Gifford's writing also included biographies of cinematic figures, including Karloff: The Man, The Monster, The Movies and The Movie Makers: Chaplin, with his meticulous research and detailed knowledge well suited to the form. He also wrote numerous articles on film, comics and popular entertainment, both professionally and for fanzines, including Abbot and Costello, in Films and Filming (1985). He also regularly wrote obituaries for British national newspapers of notable figures in entertainment history, drawing on his specialist knowledge and often personal familiarity with the subject.

The BFI holds an extensive archive of interviews recorded by Gifford of various figures in the film, television and comics industries. The Denis Gifford Collection [18] is held as part of the BFI National Library.

Comics

Gifford was regarded by many as the UK's pre-eminent comics historian, particularly of early British comics. The British Library provides catalogues and reference works written by Gifford as assistance to researchers of its British Comics Collection, and indeed most of the reference works on the subject provided by the British Library were written by Gifford.[19]

Comics scholarship, still relatively undeveloped in comparison to other media, was almost non-existent in 1971, when Gifford published his first book on comics history, Discovering Comics. Gifford was determined that the comic should gain a credibility in mainstream culture and academia which it already possessed in continental Europe, and to a lesser extent the US: "Curiously, only Great Britain, where the comic paper was born, takes its comics for what they superficially seem – ephemera to be discarded as soon as read." [20] Although enthusiastic about comics of every era, Gifford had a particular passion for vintage comics, "earlier in the medium's evolution, when it was a chaos of one-offs, irregular schedules, and a comic historian's nightmare of inept publishers operating from the back rooms of run-down bookshops on a shoe string budget." [21]

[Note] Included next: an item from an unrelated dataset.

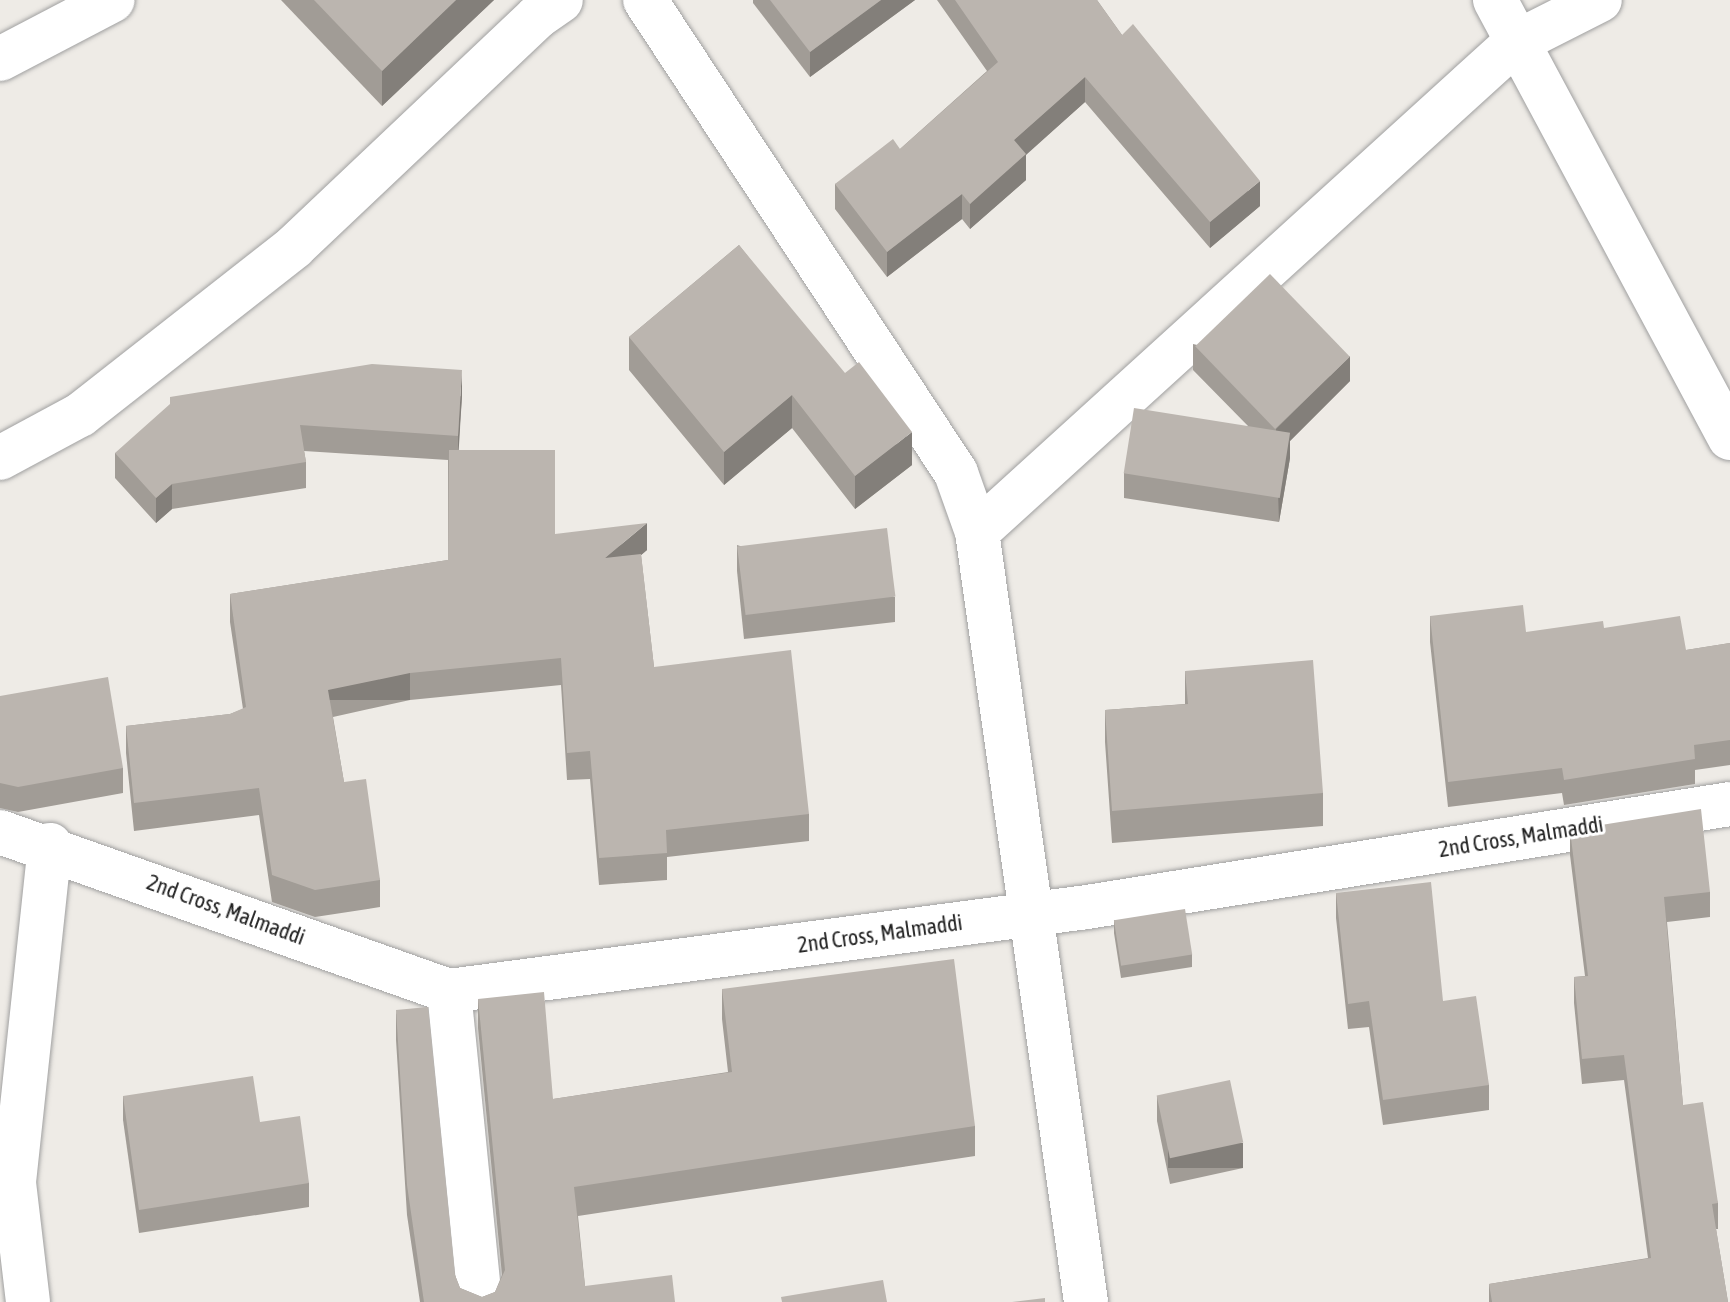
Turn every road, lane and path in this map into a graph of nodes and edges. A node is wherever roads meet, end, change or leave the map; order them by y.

Gifford provided the first reliable, detailed account of early comics in works such as Victorian Comics (1976) and The British Comics Catalogue, 1874-1974 (1974), with a detailed overview in his International Book of Comics (1984). He also advanced debate on the origins of comics, including what the first comic and comic characters were,[22] arguing that "there is no point [in the history of comics] where we can pick up a paper and declare it Comic Number One." [23] He identified the first comedic narrative periodical, as an antecedent to the comic as The Comick Magazine (1796) which although all text included a single Hogarth print per issue, which Gifford suggested when combined formed a “narrative sequence... [so that] they could be described as an early form of comic strip." [24] Gifford identified the signicant stage of "the first continuing cartoon hero"[25] as Rowlandson's Dr Syntax in the serial The Schoolmaster's Tour in The Poetical Magazine (1 May 1809). He argued that "in Europe, perhaps the world" [26] the first caricature magazine, an important prototypical form of the comic, was Hopkirk's The Glasgow Looking Glass (11 June 1825), and located the origin of the modern graphic narrative in the late nineteenth century, tracing development through various stages that included Judy - The London Serio-Comic Journal (1867-1907) featuring Ally Sloper, the first recurring character in a text and picture serial. He suggested a key contender as the first comic as being the paper Funny Folks (1874-94), which had an unprecedented half-picture, half-text per page layout. While deabate continues, Gifford's research and conclusions into the origins of comics as a medium have gained considerable academic acceptance. [27]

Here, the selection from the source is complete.